90 centimeters is just under three feet in length, and the small intestine is usually 22 feet long.
When Lippy finally woke up, her mother said she didn’t immediately know what had happened. It took a few days to find out exactly how sick he was, that he had surgery, and how long he had been in the hospital. “One of the first questions he asked was, ‘Did I miss the mother at Easter?’ And I said yes, you already miss Easter, ”Debbie Lippy said.
Her mother never thought this would happen to her daughter. “I just don’t know how to be saved all day, because I just don’t know, and just tell me, Lord, please don’t take him … I whispered in his ear, you know, Kendra you have to fight, and I love you, ”said Debbie Lippy, who received the Moderna vaccine without complications.
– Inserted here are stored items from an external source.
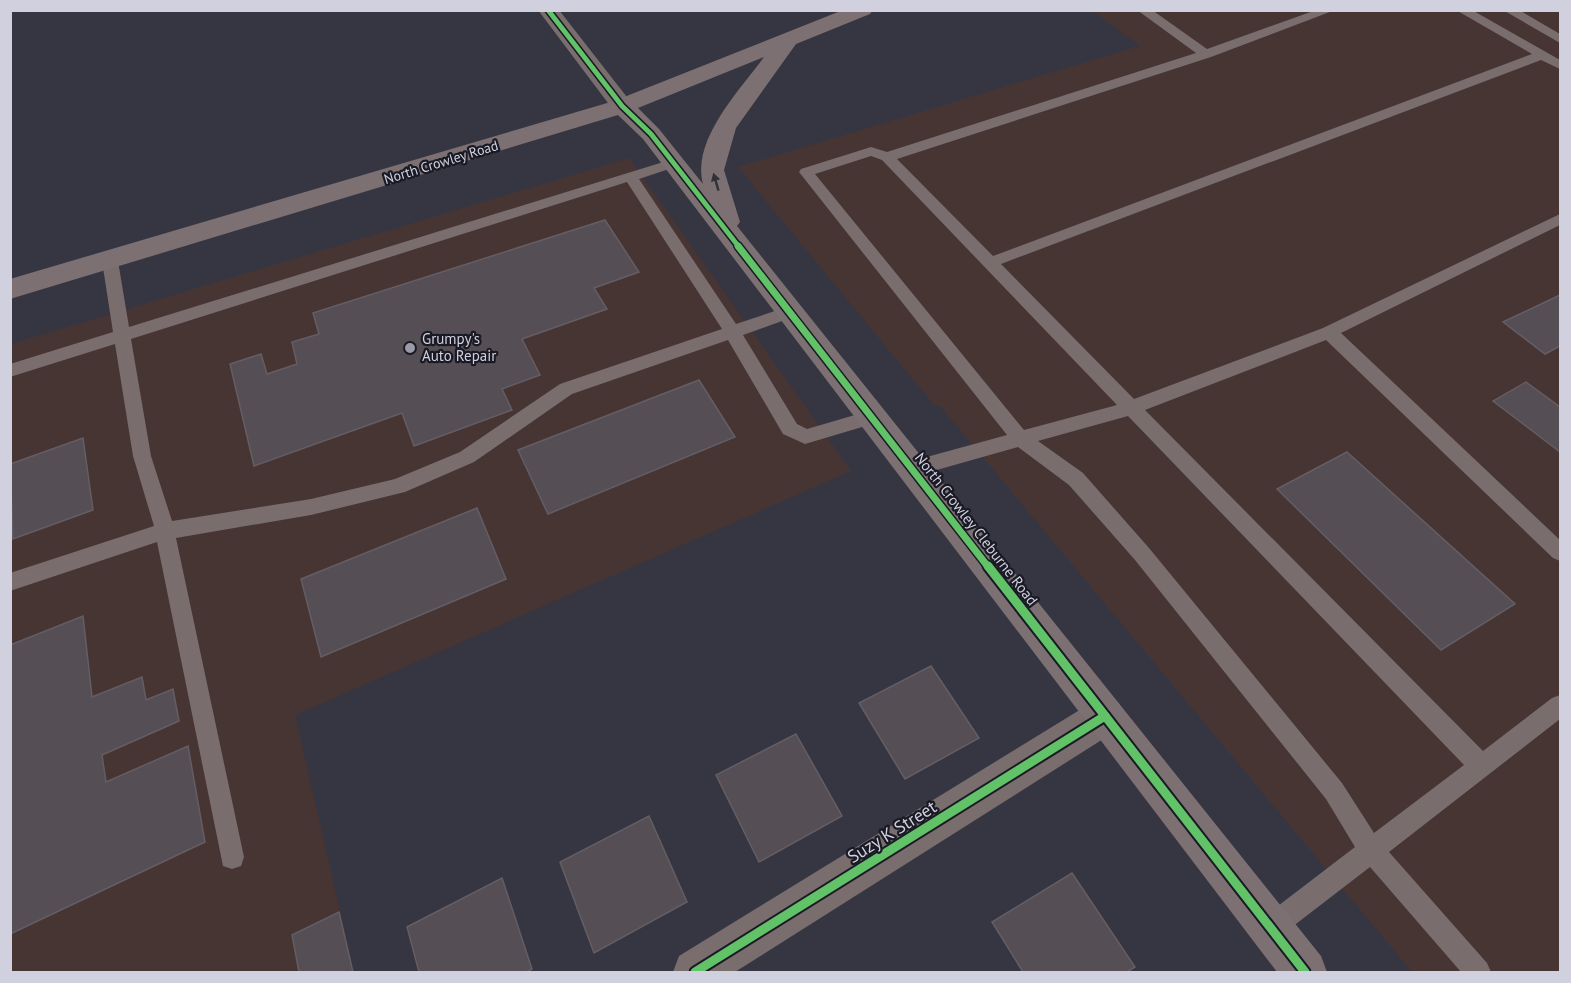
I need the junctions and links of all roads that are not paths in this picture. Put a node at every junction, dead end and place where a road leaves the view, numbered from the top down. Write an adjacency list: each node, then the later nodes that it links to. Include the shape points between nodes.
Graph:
1 (548, 10): 12 (street)
2 (863, 10): 8 (main road, North Crowley Road)
3 (1143, 10): 9 (lane)
4 (1329, 10): 9 (lane)
5 (1462, 10): 10 (lane)
6 (1509, 10): 7 (lane)
7 (1560, 39)
8 (788, 40): 12 (main road, North Crowley Road); 17 (main road, one-way to 8, via 712,170 724,128)
9 (1206, 54): 13 (lane)
10 (1542, 55): 11 (lane); 19 (lane)
11 (1560, 65)
12 (622, 106): 14 (main road, North Crowley Cleburne Road); 18 (main road, North Crowley Road)
13 (887, 157): 19 (lane); 28 (lane, via 871,151 806,172)
14 (673, 163): 15 (lane); 17 (main road, North Crowley Cleburne Road)
15 (630, 176): 22 (lane); 24 (lane)
16 (1557, 225): 23 (lane)
17 (732, 238): 21 (main road, North Crowley Cleburne Road)
18 (110, 261): 20 (main road, North Crowley Road); 24 (lane)
19 (989, 263): 26 (lane)
20 (10, 289)
21 (790, 312): 22 (lane); 27 (main road, North Crowley Cleburne Road)
22 (734, 331): 27 (lane, via 790,429 805,437); 30 (lane, via 566,389 467,457 398,486 311,507)
23 (1329, 332): 26 (lane); 31 (lane)
24 (122, 334): 25 (lane); 30 (lane, via 142,456)
25 (10, 371)
26 (1130, 408): 28 (lane); 35 (lane)
27 (872, 417): 29 (main road, North Crowley Cleburne Road)
28 (1020, 438): 29 (lane); 36 (lane, via 1076,479 1142,554 1334,791)
29 (912, 469): 34 (main road, North Crowley Cleburne Road)
30 (165, 531): 32 (lane); 37 (lane)
31 (1560, 552)
32 (10, 582)
33 (1560, 706): 35 (lane)
34 (1105, 716): 38 (main road, North Crowley Cleburne Road); 39 (street, Suzy K Street)
35 (1481, 766): 36 (lane)
36 (1371, 850): 38 (lane); 41 (lane)
37 (232, 857)
38 (1270, 928): 40 (main road, North Crowley Cleburne Road)
39 (695, 972)
40 (1305, 972)
41 (1478, 972)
Lippy said doctors gave her a very thin blood thinner called heparin to treat her blood clots. However, the The CDC now says heparin can be dangerous to administer of a patient in Lippy’s condition. “Heparin actually puts poison in my body,” says Lippy, who has since been prescribed a variety of thin blood.
Lippy said she still had blood in her liver, which doctors tracked down.
Lippy’s attorney, Stephen Justino, said he has a history of handling negligence claims against the U.S. government. “If we are asked by the government to participate in this major research study, and someone like Kendra is severely injured, suffering life-changing complications, the government must act fully and fairly. he gets paid to do the right thing, “Justino said.
Justino explains that vaccine makers cause a blanket of resistance from liability. He said the system available to help people in Lippy’s position was called Countermeasures Injury Comprehensive Program (CICP). According to Justino, the CICP denies nine out of every ten claims received. “I think it’s going to fail, because it’s so small that it can’t control the caseload. And it’s not going to pay people very well,” Justino said.
For someone in Lippy’s position with the harm of the COVID-19 vaccine, Justino said they were entitled to the same medical costs and lost revenue. However, he said there was no guarantee that the claim would be approved by the CICP. Justino recounts that Lippy’s medical bills amount to a million dollars right now. Lippy has no health insurance. “He’s in the first challenges ahead of him which is one in a million,” Justino said.
Justino said the CICP does not compensate for non-economic damages, such as pain and suffering or emotional distress. He called the CICP a “terrible system.”
Lippy’s claim must be filed within one year from her vaccination date. Justino said they are in the process of collecting Lippy’s medical records to accompany the claim, which spans more than 400,000 pages. In addition to this, Justino said they need to localize any medical records of Lippy from the year prior to her injury. Once everyone has been assigned to the CICP, the program must determine if it is a compensatory injury, and if it was caused by the vaccine.
Justino said he recently asked the Department of Health and Human Services whether vaccines will change legal protection if they receive full approval. Apparently, the department responded and said that vaccines do not automatically lose resistance strength with full approval.
Justino hopes Lippy’s story can be used to provoke political action. Lippy wants to find a system in place that is fair, transparent, and pays people on equal footing. Justino wants to try and set up meetings with U.S. Senators Hickenlooper or Bennet to discuss a plan to create a safety net for people who experience serious health complications after a vaccination.
To alert the CDC of any side effects experienced following vaccination, it can be used by individuals V-safe After Vaccine Health Checker.